On Tuesday morning, more than a dozen politicians came together with representatives of the Blackstone Group to formally announce the $5.3 billion deal for Stuyvesant Town-Peter Cooper Village. Speeches were made, backs were patted, and Blackstone was celebrated as a savior of the complex’ affordable units.
Conspicuously absent were representatives from Ivanhoe Cambridge, the Canadian investment giant that is equal partners with Blackstone on the deal. Ivanhoe Cambridge‘s low profile over the past few days belies its financial clout. In the Stuy Town deal, it is investing 50 percent of the equity, or $1.3 billion, with Blackstone coughing up another $1.3 billion. And the Montreal-based company says it has invested in every Blackstone real estate fund to-date, meaning its real financial stake in the deal could be even higher.
“We love New York and have loved it for a long time,” Sylvain Fortier, the company’s chief global investment officer, told The Real Deal in an interview Tuesday. “We feel we were ready for this opportunity because of our experience.”
Daniel Fournier, the company’s CEO and a former wide receiver for Canadian football team Ottawa Rough Riders, added that he looked at Stuy Town at least twice before and has done “at least four or five years of homework” on the asset.
Ivanhoe Cambridge last considered buying the complex three years ago. But it balked at the tangle of claims on the foreclosed property, which wasn’t being marketed at the time. “It wasn’t as clear to me what situation with all various lenders was,” Fortier recalled, adding that he thinks the “risk level” is a lot lower now.
“What we feel here what makes it really interesting for us is the agreement with the city,” Fortier said. “As you know the previous ownership created lot of confrontation with the tenant association, and we’re not about that.”
Ivanhoe Cambridge – the real estate investment arm of Quebec’s public pension fund manager La Caisse de Depot et Placement du Quebec (the Caisse for short) – and its predecessor SITQ haven been active players in New York for two decades. Over the past five years, the firm has done more than $5 billion in Manhattan deals — more than real estate giants like Related Companies, Brookfield Properties or American Realty Capital. No other pension fund manager has spent nearly as much.
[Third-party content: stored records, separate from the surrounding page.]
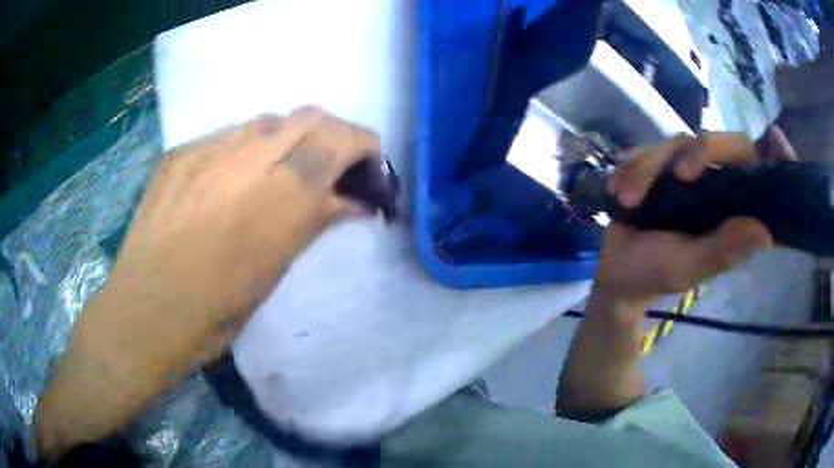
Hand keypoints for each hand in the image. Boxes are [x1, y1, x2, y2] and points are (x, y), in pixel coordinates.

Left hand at [35, 106, 378, 455]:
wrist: (142, 314)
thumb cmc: (212, 316)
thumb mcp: (273, 275)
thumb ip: (312, 224)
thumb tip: (352, 203)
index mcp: (277, 202)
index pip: (337, 142)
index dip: (363, 146)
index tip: (369, 167)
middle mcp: (243, 161)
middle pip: (308, 116)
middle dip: (333, 133)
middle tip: (333, 165)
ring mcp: (205, 151)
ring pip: (268, 120)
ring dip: (290, 137)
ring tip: (284, 170)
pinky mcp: (178, 154)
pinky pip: (227, 135)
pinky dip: (248, 147)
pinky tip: (235, 178)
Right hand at [592, 132, 786, 312]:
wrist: (618, 270)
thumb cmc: (656, 273)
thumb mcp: (688, 267)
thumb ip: (722, 250)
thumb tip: (765, 233)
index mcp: (737, 213)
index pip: (767, 179)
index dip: (778, 159)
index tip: (777, 140)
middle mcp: (723, 186)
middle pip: (729, 144)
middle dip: (703, 151)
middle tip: (678, 175)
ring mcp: (694, 173)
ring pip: (684, 142)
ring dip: (651, 167)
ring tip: (627, 199)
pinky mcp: (665, 166)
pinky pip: (654, 148)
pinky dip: (635, 166)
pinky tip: (619, 191)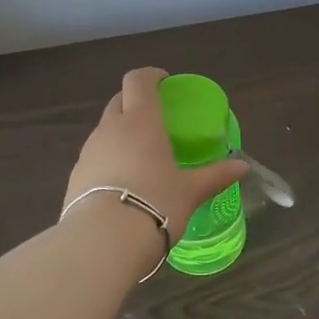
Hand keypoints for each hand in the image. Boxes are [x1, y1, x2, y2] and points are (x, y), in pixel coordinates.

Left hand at [65, 68, 247, 244]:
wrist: (102, 242)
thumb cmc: (155, 204)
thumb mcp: (191, 192)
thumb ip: (216, 176)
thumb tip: (243, 167)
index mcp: (141, 122)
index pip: (138, 80)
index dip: (151, 76)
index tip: (165, 83)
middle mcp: (110, 129)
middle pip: (119, 100)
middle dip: (136, 102)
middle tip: (156, 119)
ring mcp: (88, 151)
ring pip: (105, 129)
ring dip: (121, 132)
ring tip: (141, 155)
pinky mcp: (75, 176)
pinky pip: (95, 156)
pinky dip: (109, 158)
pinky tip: (122, 183)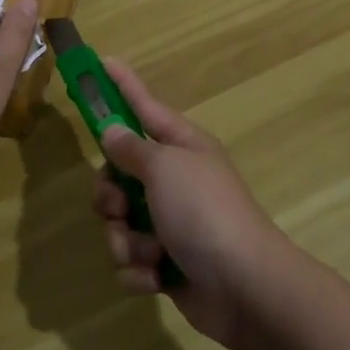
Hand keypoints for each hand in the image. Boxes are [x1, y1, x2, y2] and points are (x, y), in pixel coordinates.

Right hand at [91, 59, 294, 349]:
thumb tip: (112, 131)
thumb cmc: (205, 212)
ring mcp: (170, 224)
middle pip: (118, 175)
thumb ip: (132, 149)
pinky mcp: (167, 264)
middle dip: (109, 196)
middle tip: (119, 207)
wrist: (246, 287)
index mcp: (181, 147)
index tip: (102, 62)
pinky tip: (157, 277)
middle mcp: (175, 181)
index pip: (144, 106)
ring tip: (150, 251)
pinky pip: (131, 261)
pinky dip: (139, 271)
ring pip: (119, 223)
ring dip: (126, 240)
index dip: (123, 85)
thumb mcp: (165, 168)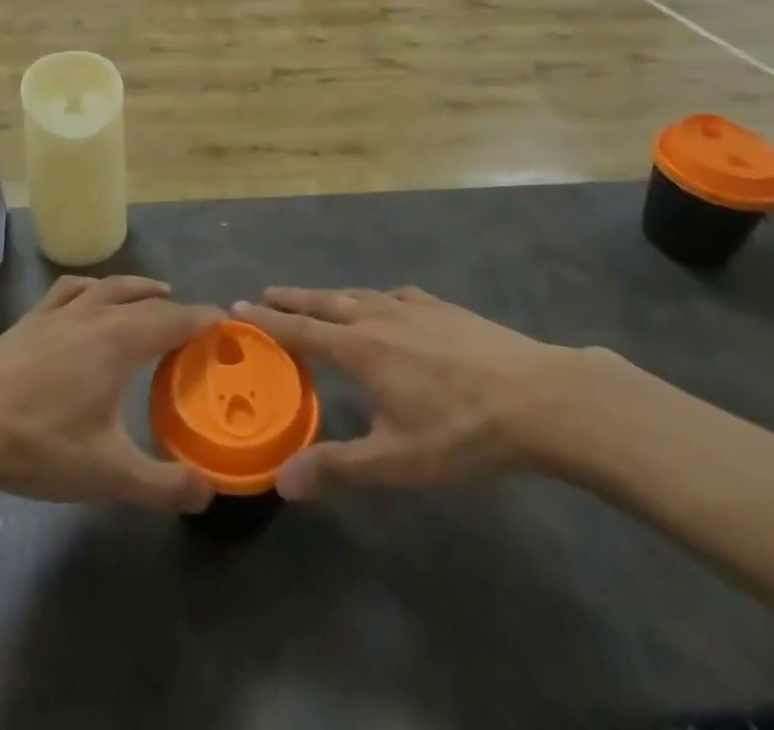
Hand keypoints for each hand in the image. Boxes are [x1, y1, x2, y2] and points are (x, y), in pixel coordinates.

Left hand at [0, 275, 221, 511]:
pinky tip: (88, 295)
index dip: (204, 319)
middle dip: (175, 307)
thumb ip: (162, 484)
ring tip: (153, 293)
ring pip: (109, 286)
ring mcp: (61, 311)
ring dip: (137, 287)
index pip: (176, 319)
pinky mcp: (32, 317)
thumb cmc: (41, 442)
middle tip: (194, 322)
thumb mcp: (108, 473)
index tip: (226, 322)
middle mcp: (97, 313)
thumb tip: (208, 492)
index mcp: (122, 339)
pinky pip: (71, 289)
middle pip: (146, 299)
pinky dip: (92, 287)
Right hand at [233, 286, 605, 499]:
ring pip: (359, 293)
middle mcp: (378, 317)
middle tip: (266, 293)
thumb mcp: (396, 461)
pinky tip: (388, 302)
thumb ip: (337, 467)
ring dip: (330, 295)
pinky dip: (376, 296)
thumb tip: (281, 480)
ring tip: (317, 298)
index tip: (237, 307)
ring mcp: (413, 308)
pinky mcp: (444, 308)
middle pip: (325, 301)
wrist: (536, 396)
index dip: (267, 320)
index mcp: (360, 349)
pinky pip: (396, 295)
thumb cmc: (460, 430)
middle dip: (293, 298)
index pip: (300, 330)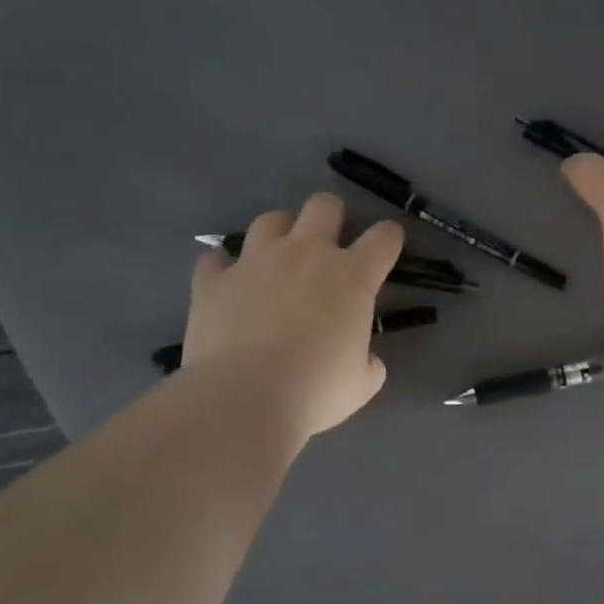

Ivanhoe Cambridge tends to partner with local real estate companies on its deals and prefers to operate in the background. In this sense, the Stuy Town deal is typical.
The firm is well-known in investment circles as a buyer of trophy office properties, in partnership with Chicago-based Callahan Capital Partners. In October 2013, the partners bought a stake in 1211 Sixth Avenue for $892 million. In June 2014, they bought a stake in Beacon Capital Partners’ 330 Hudson Street, before making their biggest splash to date in 2015 with the purchase of 3 Bryant Park for $2.2 billion.
But the company has also been an active investor in Manhattan multifamily buildings, dishing out around $1 billion in partnership with Ofer Yardeni’s Stonehenge Partners since 2007, buying buildings like 100 East 20th Street and 330 East 63rd Street.
“Our team is very involved in New York market, and we’ve done very well there,” Fournier said, adding that the multifamily investments with Stonehenge in many ways prepared the firm for the Stuy Town deal.
“We are the subsidiary of a pension fund that represents close to 8 million people and are looking for stable returns,” Fortier said, explaining that the Stuy Town deal meets that criterion. Like Blackstone, Ivanhoe Cambridge pledged to hold the property for a long time, targeting stable returns.
The company, which holds about $50 billion in assets, targets investment returns of around 9 percent across its portfolio, according to a spokesperson, and generally invests in a mix of core, value-add and opportunistic deals.
Ivanhoe Cambridge’s relationship with Blackstone goes back decades. Last year, the two firms partnered to buy a major stake in French REIT Gecina, and earlier this year Blackstone sold 3 Bryant Park to the Canadian company.
Fournier and Fortier couldn’t definitively say who first approached whom about a possible Stuy Town purchase, but disclosed that the two firms had been discussing the deal for two or three months.
“To be honest, we’ve been talking to Blackstone on and off on a lot of things,” Fortier said.